Go to the line holding "index tip: (272, 143)" in the entries below and write out exactly every line down to and including the line holding "ring mcp: (483, 270)".

Provided data below:

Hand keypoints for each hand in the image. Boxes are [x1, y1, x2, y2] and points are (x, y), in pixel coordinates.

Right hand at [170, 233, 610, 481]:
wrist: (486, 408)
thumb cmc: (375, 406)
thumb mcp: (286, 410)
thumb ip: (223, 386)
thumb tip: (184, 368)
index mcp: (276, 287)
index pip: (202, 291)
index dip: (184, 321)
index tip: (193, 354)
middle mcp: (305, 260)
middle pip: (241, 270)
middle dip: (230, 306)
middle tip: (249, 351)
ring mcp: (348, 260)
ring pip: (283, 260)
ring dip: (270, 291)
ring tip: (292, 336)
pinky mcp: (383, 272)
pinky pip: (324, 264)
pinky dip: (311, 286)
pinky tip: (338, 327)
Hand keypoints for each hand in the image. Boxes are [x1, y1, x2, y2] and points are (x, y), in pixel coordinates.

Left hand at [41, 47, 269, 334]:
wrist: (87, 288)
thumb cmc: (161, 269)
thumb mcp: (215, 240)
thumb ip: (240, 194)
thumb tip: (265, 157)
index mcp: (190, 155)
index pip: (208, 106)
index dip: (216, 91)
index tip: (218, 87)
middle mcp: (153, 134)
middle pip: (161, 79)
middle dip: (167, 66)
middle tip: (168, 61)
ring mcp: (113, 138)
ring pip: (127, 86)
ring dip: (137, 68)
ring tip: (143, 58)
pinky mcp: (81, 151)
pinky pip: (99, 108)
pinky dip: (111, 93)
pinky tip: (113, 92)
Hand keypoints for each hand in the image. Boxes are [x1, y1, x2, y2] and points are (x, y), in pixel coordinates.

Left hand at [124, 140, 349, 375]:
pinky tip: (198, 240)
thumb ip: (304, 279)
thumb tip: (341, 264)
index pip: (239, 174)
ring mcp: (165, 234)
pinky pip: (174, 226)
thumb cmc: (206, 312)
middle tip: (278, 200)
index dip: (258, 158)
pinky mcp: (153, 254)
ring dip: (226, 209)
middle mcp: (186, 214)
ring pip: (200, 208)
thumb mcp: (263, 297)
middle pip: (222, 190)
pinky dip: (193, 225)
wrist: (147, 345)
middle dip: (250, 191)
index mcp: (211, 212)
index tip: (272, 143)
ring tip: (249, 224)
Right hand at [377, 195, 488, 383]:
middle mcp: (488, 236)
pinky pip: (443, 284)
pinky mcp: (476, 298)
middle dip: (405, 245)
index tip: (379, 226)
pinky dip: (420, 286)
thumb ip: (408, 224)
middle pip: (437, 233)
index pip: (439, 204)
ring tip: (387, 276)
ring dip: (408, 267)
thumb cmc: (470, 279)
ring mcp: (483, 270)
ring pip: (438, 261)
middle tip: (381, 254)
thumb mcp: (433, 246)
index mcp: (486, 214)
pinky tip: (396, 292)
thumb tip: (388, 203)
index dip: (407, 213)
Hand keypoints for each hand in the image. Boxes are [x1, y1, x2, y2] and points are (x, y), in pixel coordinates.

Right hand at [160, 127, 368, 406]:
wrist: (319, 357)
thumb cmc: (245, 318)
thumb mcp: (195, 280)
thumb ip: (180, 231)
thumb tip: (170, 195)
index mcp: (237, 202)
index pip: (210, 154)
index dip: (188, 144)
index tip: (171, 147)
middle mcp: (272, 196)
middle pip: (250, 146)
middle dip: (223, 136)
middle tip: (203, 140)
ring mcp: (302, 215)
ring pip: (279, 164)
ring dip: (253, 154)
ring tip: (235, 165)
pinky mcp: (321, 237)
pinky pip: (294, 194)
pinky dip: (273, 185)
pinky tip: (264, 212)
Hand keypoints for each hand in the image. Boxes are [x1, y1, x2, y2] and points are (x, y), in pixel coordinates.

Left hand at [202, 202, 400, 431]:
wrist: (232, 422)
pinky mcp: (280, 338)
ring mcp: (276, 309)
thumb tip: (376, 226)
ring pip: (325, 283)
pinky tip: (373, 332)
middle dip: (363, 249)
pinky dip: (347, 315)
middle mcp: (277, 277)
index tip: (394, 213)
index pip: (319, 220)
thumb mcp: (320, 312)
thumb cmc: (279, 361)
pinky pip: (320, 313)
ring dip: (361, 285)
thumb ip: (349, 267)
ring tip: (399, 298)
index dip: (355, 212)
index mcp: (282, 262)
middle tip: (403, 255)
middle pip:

End of Provided data.

◆ **Worked solution**:
index tip: (272, 143)
ring tip: (249, 224)
Right hand at [377, 195, 488, 383]:
middle mcp: (488, 236)
pinky pip: (443, 284)
pinky mcp: (476, 298)
middle dip: (405, 245)
index tip: (379, 226)
pinky dip: (420, 286)
thumb ip: (408, 224)
middle pip: (437, 233)
index pip: (439, 204)
ring tip: (387, 276)
ring dip: (408, 267)
thumb cmc: (470, 279)
ring mcp: (483, 270)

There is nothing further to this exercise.